Probably not, though: Drutman has a few weirdly unrealistic moments, like his worry about “dark money” that gets spent before the reporting periods kick in. He even says this is the worst it’s been “since the pre-FECA days,” without mentioning that that money would have been undisclosed under FECA, too, if it was spent more than twenty days before the election. Supposedly, this was because these early expenditures don’t count as “campaigning” because so few people are paying attention to an election more than a few weeks away. D’oh! Who could have foreseen our year-long campaigns?
Still, I think he’s basically got it right: money in elections dictates who runs, and so long as politicians think it matters, it probably matters. I’d quibble about how it matters: so long as money is so prevalent, particular donors won’t be able to dictate a politicians’ particular policy choices. That is more easily achieved in other ways. But fundraising time is crowding-out cross-cutting policy deliberations, crowding-out moderation (especially in the Republican Party, but perhaps soon among Democrats), and crowding-out constituent services. Great quote:
As Rahm Emanuel once put it: “The first third of your campaign is money, money, money. The second third is money, money, money. And the last third is votes, press, and money.”

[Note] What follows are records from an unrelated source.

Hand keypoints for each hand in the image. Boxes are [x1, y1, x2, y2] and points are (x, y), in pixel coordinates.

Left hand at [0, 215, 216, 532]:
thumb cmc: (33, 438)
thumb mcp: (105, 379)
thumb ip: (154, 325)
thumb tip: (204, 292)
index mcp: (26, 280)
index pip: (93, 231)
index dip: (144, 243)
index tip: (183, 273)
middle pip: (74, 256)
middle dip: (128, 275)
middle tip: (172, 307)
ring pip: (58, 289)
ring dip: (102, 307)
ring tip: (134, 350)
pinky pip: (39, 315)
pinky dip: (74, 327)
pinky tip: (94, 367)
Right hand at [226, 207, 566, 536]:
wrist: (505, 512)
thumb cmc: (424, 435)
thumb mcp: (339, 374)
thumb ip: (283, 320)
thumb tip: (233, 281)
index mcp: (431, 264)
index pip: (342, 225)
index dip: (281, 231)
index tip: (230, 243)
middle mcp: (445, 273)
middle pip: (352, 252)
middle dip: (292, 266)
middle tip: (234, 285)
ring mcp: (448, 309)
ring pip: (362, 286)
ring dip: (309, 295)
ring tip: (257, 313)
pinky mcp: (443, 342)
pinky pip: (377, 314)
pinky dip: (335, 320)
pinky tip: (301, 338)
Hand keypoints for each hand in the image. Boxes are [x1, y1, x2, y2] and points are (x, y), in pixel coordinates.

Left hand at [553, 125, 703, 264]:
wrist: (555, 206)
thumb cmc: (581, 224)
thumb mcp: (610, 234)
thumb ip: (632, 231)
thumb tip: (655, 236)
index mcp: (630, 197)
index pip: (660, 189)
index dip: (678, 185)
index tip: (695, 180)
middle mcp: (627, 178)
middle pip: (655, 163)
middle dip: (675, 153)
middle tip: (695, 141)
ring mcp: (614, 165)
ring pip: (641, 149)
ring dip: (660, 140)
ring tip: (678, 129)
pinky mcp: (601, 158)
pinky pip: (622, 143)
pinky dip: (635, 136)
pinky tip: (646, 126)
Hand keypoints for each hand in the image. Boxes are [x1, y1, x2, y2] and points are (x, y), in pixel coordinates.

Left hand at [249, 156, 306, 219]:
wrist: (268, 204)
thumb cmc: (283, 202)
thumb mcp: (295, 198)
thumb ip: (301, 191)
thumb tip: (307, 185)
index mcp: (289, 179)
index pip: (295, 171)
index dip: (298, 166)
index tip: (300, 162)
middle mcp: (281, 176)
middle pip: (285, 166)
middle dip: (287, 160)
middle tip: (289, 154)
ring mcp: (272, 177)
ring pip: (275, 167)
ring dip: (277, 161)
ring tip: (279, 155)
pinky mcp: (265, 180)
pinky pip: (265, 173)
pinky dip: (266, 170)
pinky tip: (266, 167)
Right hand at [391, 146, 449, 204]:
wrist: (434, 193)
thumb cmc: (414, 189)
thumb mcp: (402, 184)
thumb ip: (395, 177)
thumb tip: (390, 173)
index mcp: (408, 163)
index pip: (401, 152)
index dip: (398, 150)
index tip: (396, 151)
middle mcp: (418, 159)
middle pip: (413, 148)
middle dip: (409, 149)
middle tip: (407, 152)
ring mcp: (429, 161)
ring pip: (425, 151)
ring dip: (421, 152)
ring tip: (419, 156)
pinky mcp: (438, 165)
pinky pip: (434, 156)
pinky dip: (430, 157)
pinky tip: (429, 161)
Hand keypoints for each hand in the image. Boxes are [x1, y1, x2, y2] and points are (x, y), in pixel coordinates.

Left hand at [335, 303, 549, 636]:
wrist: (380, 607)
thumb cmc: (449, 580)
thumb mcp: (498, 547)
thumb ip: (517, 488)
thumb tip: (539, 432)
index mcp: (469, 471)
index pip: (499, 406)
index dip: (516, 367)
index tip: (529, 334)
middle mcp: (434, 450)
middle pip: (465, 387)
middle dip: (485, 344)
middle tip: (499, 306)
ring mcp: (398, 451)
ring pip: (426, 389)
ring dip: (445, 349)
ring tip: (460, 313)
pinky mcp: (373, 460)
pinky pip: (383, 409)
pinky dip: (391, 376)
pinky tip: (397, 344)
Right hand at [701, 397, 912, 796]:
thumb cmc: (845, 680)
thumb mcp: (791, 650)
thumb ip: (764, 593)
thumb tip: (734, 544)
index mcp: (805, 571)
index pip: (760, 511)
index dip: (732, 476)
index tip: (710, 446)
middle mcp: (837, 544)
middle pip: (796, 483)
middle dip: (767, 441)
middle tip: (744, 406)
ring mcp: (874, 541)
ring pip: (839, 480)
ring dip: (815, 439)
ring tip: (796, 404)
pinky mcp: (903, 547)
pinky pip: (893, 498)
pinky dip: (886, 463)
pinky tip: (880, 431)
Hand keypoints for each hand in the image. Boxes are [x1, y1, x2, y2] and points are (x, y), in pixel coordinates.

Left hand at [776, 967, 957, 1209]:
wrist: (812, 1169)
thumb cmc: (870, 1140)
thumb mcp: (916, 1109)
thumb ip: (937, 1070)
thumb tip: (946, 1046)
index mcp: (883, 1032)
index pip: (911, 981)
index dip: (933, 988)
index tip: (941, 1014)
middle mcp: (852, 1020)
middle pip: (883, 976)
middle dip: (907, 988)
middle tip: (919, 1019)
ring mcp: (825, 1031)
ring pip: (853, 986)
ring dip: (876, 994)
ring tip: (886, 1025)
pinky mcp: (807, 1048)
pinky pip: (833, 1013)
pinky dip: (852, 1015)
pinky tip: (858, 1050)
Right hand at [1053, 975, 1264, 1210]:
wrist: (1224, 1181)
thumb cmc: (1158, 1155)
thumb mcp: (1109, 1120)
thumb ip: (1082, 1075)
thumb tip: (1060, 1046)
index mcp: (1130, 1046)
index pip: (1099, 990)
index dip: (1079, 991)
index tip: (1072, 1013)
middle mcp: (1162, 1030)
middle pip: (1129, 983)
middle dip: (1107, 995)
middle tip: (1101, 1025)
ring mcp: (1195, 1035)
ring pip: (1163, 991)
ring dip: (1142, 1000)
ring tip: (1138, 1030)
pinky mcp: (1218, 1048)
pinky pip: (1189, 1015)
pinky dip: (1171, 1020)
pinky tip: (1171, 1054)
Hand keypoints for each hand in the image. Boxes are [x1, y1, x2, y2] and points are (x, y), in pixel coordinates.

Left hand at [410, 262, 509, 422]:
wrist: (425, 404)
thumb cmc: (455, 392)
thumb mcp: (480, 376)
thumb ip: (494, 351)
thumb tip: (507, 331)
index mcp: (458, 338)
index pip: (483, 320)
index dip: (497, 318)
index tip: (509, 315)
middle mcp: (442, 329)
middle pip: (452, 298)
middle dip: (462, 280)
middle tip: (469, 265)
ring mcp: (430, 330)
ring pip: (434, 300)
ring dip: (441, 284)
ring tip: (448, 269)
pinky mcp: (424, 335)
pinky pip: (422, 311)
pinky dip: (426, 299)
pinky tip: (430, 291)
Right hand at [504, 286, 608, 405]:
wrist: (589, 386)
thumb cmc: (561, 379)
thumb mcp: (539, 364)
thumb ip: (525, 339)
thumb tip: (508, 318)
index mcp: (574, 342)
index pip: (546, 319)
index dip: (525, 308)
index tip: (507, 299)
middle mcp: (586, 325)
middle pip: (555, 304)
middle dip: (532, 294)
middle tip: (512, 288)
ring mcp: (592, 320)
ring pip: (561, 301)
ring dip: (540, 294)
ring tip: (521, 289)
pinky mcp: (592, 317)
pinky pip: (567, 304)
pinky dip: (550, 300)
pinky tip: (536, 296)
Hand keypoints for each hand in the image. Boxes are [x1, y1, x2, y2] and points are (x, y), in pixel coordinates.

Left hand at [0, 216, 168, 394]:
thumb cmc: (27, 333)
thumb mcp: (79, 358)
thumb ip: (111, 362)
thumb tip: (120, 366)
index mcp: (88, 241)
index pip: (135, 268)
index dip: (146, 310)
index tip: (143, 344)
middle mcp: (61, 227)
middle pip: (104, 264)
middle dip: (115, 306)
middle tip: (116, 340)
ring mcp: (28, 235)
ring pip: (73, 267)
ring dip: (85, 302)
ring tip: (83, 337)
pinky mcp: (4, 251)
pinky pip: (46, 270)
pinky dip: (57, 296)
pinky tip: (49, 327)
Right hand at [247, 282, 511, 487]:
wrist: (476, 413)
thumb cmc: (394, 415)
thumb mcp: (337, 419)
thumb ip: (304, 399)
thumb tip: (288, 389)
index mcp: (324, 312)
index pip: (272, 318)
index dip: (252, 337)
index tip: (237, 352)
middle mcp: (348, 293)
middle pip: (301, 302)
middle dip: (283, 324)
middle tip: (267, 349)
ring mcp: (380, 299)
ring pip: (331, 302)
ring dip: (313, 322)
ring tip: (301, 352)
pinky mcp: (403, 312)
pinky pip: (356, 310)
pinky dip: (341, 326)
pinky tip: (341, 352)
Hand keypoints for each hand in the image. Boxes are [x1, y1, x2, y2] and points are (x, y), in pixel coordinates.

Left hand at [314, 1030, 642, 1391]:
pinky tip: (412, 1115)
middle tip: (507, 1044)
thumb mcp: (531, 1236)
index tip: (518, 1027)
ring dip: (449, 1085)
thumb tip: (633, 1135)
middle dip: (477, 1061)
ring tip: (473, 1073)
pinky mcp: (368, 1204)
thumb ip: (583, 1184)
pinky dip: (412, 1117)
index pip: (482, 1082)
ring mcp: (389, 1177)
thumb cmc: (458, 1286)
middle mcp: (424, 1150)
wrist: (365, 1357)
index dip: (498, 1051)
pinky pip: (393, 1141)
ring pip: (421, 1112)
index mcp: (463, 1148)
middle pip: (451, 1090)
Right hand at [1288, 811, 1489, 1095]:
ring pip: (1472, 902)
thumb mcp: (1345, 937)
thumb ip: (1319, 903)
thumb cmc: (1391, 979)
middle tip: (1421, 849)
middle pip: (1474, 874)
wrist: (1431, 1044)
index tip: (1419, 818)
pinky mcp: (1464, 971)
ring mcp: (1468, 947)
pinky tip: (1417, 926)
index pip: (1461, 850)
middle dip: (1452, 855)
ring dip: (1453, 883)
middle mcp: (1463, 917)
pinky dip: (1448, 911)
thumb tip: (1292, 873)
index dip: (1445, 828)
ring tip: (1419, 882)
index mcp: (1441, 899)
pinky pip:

But I do wonder: how much was Bruce Springsteen’s endorsement worth to the Obama administration? What was the market value of all those free concerts? What about the team of social science experts who gave their services to the campaign for free? How do those get reported? Isn’t that intellectual and cultural capital worth something, too? And isn’t it part of how the cognitive capture of influence by affluence works on the left?
Just a reminder here of Jill Fisch’s paper “How do Corporations Play Politics? The Fedex Story” which puts the lie to the pre-Citizens United Golden Age of campaign finance.